Revenue supported by project timing
We forecast Tekova’s Q1 revenue at EUR 24.5m, implying modest year-on-year growth. The completion of two large projects should support revenue, as the company typically recognizes a significant share of revenue in the final stages of projects.
Near-term margin pressure from growth investments
We expect EBIT to decline year-on-year to EUR 1.9m (vs. EUR 2.6m last year), reflecting higher personnel costs and the expansion into Southwest Finland. While these costs weigh on short-term profitability, they should support future growth.
Order intake supports outlook
Recent strong order intake, including a large self-developed project (~10,000 m²), underpins revenue visibility over the next 12 months and provides support for 2027 growth.
Retail exposure a potential risk
The bankruptcy of Indoor Group introduces uncertainty in the retail property market. If a significant number of retail spaces enter the market simultaneously, it could weigh on demand for new construction.

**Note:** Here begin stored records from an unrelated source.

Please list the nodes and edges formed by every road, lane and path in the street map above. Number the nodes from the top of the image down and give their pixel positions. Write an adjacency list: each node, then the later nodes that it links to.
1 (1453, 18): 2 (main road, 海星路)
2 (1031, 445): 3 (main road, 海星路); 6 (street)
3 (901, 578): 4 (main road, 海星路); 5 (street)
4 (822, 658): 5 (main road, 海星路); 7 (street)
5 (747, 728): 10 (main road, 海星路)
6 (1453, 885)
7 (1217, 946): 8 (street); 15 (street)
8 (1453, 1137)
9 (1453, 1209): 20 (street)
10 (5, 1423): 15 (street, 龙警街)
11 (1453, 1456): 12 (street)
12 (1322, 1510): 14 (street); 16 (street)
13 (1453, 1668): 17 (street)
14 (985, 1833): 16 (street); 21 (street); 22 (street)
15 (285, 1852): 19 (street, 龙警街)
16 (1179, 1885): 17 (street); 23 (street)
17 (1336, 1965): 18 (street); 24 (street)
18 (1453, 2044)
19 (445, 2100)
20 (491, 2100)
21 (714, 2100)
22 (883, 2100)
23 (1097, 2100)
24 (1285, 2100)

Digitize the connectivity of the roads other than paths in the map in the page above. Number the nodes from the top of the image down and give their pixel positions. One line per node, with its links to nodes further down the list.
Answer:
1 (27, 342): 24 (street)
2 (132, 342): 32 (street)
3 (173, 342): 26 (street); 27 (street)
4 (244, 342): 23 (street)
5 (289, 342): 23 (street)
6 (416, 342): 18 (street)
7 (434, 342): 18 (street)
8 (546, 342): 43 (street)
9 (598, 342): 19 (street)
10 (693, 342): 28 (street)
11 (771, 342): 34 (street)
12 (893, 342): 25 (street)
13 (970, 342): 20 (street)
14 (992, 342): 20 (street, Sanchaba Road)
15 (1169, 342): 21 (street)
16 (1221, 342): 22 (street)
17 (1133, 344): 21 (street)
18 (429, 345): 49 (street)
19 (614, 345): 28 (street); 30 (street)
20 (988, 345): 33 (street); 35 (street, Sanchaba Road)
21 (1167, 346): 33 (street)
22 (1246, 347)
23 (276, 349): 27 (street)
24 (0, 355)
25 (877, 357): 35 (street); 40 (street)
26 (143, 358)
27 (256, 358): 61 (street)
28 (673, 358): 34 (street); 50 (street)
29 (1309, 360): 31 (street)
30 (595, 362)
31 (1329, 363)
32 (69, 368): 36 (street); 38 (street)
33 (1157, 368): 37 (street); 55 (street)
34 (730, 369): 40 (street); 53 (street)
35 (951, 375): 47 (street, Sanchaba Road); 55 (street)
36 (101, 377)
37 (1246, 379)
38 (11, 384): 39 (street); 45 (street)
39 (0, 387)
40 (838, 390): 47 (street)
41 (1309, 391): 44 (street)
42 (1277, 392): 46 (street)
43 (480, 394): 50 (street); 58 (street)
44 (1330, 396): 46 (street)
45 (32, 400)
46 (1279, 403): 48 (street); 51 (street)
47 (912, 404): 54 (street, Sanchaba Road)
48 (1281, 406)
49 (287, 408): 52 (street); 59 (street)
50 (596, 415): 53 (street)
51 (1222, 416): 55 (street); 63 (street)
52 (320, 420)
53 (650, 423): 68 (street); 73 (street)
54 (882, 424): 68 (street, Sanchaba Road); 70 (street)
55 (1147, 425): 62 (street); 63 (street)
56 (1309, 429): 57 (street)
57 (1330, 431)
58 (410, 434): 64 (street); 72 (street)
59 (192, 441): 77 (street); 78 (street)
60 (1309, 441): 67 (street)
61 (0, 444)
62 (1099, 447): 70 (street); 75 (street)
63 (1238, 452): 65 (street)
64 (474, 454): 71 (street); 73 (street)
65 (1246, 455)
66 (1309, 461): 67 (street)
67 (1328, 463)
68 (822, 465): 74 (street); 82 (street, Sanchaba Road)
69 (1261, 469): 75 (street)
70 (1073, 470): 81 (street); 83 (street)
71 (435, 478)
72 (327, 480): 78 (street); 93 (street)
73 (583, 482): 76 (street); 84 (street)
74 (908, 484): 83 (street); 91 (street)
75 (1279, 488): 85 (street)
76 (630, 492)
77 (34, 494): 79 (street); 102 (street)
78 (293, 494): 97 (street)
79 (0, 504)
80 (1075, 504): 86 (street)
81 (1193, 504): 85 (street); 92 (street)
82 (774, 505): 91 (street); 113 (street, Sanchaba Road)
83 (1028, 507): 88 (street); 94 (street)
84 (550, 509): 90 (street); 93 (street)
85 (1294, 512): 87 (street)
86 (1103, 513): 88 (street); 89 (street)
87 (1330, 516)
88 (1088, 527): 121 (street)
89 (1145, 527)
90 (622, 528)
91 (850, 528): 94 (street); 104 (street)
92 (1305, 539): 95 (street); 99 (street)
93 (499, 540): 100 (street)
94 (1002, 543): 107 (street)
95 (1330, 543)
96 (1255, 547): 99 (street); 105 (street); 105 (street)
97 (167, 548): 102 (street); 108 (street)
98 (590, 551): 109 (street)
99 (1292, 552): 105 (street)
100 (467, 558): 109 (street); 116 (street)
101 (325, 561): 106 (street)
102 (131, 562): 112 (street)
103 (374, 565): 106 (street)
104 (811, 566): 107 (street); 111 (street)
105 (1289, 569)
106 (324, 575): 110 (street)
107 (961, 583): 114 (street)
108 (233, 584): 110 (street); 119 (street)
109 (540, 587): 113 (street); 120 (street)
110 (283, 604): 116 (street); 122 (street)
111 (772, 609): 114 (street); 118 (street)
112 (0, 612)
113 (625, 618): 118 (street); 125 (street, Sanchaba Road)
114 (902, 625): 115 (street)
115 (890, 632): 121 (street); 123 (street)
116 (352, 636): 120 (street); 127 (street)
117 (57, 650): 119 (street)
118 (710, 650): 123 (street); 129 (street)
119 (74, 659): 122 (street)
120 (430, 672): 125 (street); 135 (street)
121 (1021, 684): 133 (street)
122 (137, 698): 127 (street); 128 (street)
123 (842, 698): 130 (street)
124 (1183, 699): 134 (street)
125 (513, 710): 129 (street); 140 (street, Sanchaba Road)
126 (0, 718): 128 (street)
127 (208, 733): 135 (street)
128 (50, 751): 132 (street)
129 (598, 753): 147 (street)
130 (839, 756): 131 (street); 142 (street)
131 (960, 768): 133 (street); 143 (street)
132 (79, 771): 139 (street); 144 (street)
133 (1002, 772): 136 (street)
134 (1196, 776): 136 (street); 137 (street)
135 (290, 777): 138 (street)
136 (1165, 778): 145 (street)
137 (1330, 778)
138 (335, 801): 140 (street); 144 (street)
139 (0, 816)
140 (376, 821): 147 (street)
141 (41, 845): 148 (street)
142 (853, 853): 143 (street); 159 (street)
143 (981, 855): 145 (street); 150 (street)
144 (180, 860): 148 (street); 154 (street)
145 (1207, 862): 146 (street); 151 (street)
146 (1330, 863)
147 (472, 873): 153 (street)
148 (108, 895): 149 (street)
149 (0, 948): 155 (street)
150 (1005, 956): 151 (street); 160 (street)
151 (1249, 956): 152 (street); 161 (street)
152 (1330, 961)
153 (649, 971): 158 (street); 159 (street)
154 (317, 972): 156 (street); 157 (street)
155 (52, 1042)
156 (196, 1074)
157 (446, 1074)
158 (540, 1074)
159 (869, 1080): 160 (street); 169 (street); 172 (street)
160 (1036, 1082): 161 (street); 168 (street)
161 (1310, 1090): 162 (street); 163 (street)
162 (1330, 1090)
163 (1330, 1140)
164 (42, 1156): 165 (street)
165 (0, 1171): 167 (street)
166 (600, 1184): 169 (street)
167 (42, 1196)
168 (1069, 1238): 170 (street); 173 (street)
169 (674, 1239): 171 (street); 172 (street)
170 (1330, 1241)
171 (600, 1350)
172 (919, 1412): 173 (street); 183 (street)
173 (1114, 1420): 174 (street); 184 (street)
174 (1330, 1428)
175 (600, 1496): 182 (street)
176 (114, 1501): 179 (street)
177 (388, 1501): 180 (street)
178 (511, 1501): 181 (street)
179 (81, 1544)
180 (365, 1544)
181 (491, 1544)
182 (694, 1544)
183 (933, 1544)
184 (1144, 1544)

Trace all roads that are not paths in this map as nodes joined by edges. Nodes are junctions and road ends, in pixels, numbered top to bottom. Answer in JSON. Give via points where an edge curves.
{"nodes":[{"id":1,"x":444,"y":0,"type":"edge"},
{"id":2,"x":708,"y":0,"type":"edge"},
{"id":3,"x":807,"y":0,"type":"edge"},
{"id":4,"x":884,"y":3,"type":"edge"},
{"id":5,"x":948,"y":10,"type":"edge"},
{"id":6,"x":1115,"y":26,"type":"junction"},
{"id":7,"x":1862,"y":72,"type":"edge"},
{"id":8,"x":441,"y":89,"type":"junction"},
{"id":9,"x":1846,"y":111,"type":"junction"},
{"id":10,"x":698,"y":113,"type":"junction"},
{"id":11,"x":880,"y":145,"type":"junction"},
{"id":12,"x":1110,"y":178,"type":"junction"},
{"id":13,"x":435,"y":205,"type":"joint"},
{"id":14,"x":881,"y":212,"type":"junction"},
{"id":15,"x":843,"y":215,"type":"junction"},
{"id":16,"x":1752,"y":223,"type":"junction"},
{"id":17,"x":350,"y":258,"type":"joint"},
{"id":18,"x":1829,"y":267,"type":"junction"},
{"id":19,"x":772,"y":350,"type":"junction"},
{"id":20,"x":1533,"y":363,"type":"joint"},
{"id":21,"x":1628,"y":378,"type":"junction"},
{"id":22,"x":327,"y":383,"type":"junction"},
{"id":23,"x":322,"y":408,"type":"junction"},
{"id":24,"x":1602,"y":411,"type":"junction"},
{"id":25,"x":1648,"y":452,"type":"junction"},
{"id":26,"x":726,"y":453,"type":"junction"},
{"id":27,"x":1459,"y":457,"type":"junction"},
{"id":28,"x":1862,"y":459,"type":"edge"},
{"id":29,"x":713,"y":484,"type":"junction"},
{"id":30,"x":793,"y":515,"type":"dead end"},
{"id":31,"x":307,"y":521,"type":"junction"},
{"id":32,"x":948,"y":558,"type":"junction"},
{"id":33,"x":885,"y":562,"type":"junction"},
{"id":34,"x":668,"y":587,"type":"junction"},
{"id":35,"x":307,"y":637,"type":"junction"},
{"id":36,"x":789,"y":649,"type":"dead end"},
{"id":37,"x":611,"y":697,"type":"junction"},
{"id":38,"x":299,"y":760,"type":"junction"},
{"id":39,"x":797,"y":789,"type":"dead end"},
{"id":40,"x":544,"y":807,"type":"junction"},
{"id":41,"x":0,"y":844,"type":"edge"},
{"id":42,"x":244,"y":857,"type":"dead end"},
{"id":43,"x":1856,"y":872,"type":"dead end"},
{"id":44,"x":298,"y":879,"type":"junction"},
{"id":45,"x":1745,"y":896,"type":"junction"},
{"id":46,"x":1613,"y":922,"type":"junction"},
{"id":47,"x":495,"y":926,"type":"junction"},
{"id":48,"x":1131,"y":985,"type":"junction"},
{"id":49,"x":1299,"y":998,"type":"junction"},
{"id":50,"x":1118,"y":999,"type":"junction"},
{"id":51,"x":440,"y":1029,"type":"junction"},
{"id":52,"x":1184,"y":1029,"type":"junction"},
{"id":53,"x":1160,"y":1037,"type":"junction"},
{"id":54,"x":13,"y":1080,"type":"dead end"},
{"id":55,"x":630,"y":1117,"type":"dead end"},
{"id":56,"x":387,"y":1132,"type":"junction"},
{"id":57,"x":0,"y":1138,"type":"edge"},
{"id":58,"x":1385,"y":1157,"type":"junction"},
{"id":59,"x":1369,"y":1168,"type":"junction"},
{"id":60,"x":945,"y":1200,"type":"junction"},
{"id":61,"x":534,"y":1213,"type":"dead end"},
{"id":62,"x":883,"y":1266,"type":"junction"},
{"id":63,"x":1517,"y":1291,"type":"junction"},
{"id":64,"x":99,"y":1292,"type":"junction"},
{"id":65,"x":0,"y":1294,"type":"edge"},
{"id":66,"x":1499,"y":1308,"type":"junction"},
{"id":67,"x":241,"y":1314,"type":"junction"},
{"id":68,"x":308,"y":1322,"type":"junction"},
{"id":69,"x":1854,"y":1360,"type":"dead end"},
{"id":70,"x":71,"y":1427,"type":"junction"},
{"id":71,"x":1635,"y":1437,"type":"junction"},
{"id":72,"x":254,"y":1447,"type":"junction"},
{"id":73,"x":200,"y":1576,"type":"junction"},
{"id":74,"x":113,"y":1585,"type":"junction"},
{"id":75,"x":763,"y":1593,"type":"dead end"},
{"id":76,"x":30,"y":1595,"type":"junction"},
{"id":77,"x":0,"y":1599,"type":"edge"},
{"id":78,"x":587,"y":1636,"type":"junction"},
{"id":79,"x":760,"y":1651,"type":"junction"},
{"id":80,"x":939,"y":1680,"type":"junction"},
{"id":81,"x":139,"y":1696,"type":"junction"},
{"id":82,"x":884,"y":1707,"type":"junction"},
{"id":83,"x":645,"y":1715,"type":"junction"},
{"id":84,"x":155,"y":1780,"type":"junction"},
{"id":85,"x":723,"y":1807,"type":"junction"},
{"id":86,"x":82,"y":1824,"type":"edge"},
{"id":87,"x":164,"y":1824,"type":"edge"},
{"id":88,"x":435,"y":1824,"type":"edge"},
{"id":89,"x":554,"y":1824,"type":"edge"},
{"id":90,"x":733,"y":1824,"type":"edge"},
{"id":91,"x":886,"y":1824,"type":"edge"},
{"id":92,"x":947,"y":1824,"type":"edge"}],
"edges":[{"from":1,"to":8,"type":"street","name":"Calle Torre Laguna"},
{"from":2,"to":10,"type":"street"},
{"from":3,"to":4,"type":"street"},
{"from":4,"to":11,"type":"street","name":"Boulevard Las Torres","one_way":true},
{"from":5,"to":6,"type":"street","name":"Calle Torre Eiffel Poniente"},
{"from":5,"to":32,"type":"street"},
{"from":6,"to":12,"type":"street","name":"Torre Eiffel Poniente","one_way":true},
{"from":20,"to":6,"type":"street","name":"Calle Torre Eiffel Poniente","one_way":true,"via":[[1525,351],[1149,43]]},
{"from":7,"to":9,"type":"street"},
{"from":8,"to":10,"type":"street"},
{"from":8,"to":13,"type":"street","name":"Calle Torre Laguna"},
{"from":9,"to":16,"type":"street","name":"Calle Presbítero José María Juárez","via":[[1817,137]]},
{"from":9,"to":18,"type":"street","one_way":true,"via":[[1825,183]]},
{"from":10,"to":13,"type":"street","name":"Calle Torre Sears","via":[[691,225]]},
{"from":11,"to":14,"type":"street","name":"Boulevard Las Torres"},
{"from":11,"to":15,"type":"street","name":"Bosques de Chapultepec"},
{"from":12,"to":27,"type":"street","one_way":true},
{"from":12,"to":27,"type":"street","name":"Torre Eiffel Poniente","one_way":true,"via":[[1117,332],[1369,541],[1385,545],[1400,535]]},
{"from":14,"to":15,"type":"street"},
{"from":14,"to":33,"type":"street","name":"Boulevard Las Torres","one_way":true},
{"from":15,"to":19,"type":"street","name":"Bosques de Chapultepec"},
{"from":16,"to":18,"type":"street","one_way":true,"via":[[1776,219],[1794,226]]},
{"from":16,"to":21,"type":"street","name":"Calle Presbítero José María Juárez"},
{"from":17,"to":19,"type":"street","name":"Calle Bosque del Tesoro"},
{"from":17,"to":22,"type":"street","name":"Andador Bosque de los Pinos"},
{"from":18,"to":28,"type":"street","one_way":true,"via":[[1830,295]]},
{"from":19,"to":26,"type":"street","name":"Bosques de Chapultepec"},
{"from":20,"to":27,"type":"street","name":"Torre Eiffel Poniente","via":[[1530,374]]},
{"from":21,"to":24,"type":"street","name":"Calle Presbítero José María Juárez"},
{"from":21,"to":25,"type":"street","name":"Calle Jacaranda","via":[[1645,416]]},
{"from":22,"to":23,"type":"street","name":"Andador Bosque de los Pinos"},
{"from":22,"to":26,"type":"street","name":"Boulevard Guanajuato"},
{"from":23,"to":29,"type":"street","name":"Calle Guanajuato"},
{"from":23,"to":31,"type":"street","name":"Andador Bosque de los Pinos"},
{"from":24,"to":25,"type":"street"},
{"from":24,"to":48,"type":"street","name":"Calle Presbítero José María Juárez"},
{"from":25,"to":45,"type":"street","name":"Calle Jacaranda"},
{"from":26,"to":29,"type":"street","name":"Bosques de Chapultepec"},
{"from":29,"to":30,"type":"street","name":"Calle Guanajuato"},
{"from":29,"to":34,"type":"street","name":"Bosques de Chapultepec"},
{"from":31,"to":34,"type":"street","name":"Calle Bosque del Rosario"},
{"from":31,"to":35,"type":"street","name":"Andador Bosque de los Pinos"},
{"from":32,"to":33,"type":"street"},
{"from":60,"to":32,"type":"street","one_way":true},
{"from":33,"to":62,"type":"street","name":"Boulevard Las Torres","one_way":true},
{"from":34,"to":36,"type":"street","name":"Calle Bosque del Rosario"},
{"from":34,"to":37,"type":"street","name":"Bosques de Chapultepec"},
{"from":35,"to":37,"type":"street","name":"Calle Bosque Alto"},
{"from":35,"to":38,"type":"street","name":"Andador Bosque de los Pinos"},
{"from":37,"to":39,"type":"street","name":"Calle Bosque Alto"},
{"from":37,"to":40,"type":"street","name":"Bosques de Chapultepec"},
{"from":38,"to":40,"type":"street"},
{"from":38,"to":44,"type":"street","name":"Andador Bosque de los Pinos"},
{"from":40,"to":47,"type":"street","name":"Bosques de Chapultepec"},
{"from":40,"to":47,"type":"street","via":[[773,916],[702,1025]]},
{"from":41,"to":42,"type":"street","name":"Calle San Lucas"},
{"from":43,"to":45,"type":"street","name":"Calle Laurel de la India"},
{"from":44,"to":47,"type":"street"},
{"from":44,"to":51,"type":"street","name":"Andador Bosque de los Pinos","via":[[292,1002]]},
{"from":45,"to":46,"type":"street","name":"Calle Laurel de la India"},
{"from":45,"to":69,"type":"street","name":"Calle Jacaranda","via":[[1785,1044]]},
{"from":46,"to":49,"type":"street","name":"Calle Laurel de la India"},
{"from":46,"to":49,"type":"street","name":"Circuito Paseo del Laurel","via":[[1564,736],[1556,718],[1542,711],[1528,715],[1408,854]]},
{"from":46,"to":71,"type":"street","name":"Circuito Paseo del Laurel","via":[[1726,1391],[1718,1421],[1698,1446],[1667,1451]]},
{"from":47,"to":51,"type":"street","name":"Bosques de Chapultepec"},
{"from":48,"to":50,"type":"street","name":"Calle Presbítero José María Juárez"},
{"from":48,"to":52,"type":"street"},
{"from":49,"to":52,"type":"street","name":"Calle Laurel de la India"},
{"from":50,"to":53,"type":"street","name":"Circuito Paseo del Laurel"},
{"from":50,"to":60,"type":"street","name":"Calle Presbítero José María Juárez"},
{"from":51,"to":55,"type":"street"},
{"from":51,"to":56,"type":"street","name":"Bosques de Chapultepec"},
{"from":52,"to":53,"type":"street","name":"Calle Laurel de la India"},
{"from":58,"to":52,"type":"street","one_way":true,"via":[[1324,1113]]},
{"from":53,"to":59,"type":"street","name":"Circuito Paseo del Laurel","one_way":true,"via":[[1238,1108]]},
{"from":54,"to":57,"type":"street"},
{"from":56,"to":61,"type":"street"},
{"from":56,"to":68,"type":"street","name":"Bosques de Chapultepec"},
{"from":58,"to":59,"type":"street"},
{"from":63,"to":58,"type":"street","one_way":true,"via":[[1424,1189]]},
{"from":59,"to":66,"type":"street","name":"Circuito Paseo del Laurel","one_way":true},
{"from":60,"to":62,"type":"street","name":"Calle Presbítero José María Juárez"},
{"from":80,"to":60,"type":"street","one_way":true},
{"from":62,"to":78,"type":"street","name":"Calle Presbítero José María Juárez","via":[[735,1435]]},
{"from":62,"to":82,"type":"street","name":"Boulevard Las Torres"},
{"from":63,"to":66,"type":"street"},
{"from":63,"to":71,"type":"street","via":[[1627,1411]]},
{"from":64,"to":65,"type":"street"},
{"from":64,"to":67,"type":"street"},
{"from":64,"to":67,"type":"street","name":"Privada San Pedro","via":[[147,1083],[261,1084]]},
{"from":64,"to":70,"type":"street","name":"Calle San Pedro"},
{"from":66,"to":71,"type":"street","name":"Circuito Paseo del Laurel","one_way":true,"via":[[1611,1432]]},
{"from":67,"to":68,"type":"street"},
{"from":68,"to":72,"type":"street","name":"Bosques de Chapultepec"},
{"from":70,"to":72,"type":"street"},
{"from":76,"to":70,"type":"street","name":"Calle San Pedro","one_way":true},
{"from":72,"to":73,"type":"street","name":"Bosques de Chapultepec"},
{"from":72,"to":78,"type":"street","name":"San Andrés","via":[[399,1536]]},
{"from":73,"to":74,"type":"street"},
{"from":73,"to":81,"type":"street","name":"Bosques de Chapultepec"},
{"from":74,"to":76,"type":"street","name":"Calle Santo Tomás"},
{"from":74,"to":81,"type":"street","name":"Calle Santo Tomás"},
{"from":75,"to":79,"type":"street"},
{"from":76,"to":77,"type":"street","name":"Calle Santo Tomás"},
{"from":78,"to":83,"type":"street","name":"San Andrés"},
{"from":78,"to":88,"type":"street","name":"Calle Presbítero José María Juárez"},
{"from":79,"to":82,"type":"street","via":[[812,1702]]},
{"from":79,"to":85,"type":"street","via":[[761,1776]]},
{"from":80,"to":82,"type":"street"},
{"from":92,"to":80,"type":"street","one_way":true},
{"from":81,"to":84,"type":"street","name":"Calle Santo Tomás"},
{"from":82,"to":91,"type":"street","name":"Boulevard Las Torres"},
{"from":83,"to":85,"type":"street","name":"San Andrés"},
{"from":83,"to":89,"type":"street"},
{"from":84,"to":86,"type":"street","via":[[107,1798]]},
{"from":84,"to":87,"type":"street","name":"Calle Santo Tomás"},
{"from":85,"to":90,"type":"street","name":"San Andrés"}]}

That said, Tekova’s exposure may be limited, as the company typically focuses on larger retail units.
Attractive valuation supports risk/reward
Tekova trades at around 8x P/E on our current-year estimates, which we view as undemanding given its net cash position, solid margins, and market position. There is also potential upside to profitability if self-developed projects exceed expectations later this year. We maintain accumulation with target price unchanged at EUR 1.45.